▸ Task brief: What is the number of lines in the entries that contain the word "Stade"? Reply with that number only.

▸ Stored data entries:

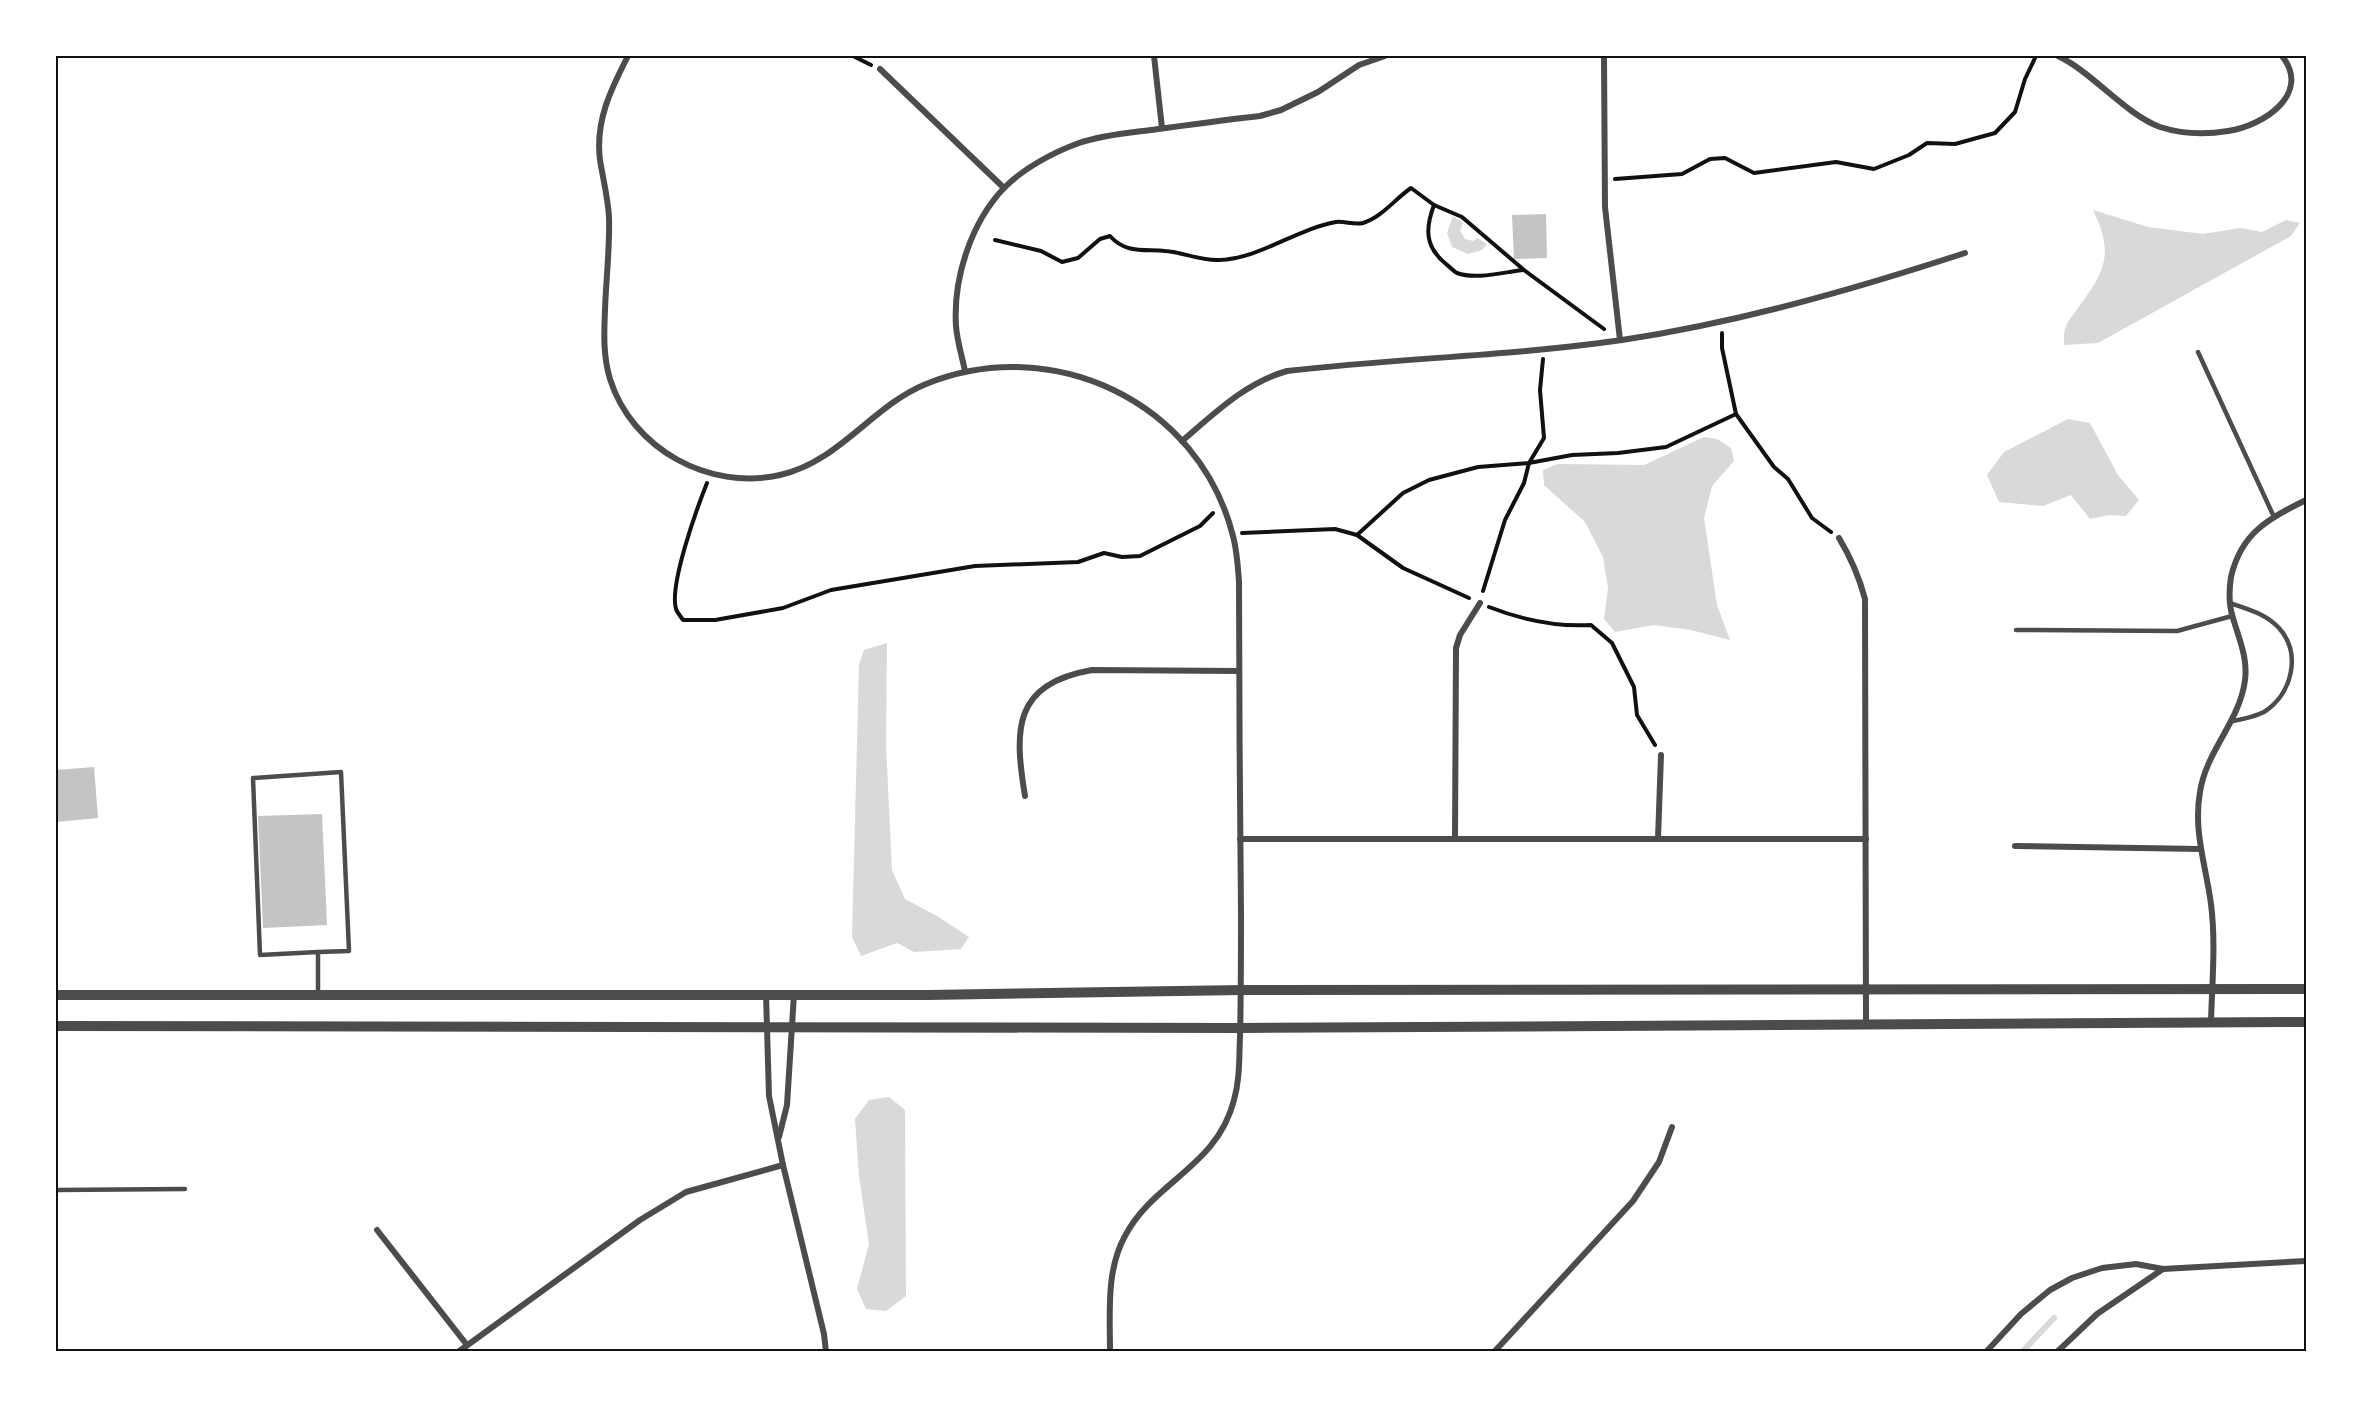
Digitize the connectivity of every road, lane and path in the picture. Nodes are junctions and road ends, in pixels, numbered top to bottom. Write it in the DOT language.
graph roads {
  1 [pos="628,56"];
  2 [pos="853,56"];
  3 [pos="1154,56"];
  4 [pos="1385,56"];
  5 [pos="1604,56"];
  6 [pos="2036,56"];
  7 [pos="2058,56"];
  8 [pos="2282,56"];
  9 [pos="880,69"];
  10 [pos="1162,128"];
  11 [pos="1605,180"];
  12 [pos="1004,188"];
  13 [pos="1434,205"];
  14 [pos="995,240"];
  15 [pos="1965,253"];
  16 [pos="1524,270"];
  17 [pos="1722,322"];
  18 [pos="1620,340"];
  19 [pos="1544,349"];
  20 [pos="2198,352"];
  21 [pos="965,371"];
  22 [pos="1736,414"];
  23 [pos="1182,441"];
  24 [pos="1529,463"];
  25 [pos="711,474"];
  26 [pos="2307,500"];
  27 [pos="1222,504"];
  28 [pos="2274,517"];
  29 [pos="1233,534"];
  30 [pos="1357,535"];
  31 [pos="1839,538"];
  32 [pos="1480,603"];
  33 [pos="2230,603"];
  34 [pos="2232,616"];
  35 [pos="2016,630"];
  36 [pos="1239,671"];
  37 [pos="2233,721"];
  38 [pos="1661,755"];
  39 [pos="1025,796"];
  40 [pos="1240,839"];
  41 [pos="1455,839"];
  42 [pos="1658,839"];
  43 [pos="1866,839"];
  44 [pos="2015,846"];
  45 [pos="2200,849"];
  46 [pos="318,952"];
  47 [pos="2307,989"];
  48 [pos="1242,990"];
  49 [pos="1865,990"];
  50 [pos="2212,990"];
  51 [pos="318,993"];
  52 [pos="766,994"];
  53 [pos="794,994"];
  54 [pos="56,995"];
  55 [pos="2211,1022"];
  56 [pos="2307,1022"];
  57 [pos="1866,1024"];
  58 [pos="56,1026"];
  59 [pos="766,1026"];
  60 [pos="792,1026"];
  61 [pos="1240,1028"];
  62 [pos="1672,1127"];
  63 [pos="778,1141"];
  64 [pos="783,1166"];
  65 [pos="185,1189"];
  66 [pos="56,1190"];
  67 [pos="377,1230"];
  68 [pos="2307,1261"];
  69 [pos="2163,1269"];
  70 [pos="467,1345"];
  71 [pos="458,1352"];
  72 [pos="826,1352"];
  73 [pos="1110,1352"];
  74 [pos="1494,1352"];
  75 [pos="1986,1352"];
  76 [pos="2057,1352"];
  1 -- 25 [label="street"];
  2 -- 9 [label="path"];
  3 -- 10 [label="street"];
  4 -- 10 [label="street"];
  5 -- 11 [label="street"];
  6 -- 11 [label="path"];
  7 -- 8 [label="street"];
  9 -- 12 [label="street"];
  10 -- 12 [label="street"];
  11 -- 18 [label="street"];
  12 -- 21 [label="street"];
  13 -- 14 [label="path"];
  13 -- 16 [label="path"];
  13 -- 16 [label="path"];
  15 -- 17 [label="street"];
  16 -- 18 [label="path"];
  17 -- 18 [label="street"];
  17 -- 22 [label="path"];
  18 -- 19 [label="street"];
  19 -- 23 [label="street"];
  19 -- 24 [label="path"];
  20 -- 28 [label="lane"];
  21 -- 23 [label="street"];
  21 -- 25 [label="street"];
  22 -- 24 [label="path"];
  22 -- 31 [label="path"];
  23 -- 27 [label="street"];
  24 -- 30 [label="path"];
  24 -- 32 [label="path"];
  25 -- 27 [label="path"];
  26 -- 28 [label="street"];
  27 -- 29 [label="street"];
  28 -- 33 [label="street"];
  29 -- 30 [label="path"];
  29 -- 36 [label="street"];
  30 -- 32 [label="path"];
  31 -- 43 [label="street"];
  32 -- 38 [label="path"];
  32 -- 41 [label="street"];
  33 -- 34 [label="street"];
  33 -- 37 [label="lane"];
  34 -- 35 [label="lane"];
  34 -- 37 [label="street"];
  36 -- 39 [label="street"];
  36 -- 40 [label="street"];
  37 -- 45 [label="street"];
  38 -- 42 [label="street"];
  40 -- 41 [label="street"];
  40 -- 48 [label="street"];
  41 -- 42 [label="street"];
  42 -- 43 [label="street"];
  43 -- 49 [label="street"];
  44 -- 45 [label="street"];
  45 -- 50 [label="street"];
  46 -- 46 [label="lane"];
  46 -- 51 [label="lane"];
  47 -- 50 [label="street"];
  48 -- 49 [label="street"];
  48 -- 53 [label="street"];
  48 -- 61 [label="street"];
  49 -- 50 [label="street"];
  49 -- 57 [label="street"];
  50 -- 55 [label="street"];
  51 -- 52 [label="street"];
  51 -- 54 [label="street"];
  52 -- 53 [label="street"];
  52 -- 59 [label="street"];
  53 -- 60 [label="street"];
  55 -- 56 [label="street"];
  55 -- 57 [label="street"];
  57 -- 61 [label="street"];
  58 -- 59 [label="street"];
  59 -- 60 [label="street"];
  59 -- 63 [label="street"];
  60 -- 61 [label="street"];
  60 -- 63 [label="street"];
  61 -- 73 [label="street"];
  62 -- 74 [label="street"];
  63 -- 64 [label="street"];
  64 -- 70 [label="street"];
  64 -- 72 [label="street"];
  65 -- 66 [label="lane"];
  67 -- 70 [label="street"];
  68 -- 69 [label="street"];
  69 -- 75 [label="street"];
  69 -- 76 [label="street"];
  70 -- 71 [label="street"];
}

==

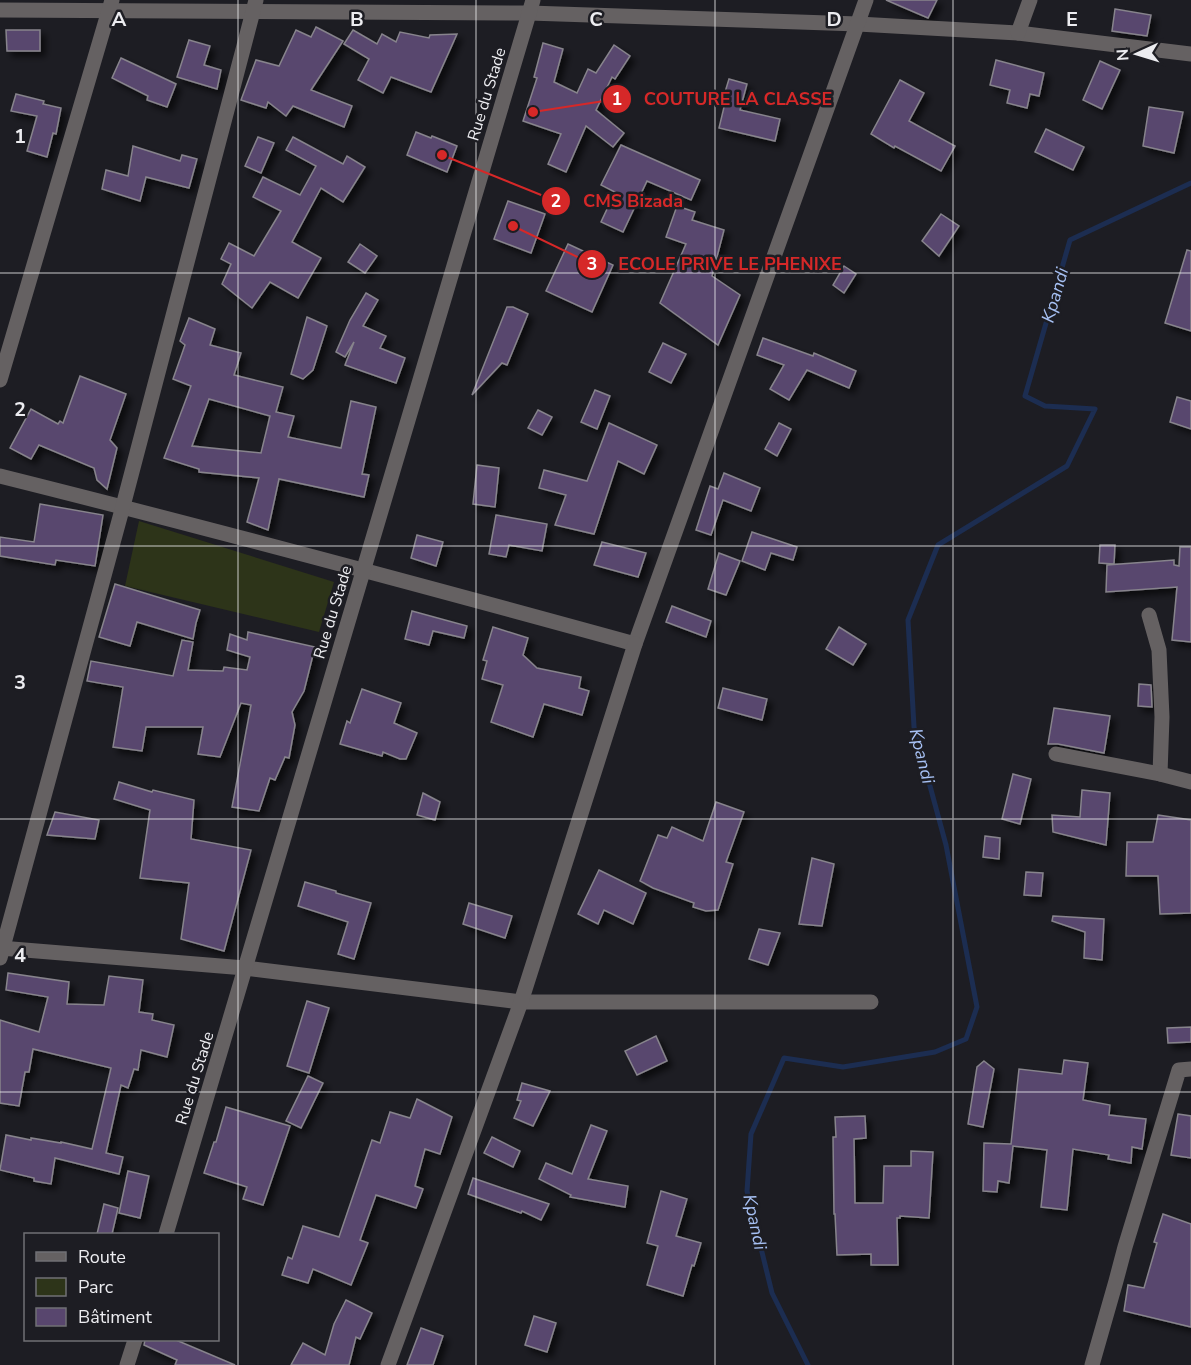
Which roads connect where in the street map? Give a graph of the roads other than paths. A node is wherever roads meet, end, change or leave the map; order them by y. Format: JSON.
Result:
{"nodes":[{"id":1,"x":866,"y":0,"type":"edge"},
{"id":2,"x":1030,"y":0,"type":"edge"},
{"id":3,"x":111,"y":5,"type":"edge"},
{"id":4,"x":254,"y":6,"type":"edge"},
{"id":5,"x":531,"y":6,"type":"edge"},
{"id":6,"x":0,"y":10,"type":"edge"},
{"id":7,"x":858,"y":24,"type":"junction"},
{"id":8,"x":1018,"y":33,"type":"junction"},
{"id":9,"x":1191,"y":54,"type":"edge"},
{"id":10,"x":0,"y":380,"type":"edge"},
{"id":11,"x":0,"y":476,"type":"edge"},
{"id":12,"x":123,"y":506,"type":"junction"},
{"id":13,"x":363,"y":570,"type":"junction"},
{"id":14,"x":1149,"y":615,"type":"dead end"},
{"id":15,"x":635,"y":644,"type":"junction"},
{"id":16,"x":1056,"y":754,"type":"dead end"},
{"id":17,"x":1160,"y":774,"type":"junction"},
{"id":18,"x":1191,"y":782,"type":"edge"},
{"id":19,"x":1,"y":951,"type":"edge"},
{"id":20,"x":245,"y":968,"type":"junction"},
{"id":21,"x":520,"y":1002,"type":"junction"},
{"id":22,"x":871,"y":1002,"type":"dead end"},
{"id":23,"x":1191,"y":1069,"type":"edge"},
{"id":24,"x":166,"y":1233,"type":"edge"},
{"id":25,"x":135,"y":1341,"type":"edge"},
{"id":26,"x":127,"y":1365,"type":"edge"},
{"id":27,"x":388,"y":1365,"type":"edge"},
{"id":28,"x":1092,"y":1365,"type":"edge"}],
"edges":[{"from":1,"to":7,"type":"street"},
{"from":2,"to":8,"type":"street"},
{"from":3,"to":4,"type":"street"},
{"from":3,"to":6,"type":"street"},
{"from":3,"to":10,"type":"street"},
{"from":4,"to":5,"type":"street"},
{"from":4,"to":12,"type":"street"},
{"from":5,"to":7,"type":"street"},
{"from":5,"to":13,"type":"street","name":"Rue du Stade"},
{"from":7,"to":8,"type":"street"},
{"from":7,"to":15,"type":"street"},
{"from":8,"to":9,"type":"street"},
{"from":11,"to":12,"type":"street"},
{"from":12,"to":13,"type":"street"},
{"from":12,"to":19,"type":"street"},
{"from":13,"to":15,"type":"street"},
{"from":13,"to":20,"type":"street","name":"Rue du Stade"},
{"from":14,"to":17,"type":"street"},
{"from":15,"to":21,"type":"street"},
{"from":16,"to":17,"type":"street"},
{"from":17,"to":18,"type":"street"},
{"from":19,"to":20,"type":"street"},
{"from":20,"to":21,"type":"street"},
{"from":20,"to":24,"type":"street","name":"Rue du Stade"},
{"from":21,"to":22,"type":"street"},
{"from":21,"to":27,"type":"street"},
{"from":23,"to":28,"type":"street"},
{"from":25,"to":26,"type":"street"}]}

▸ Result below: 3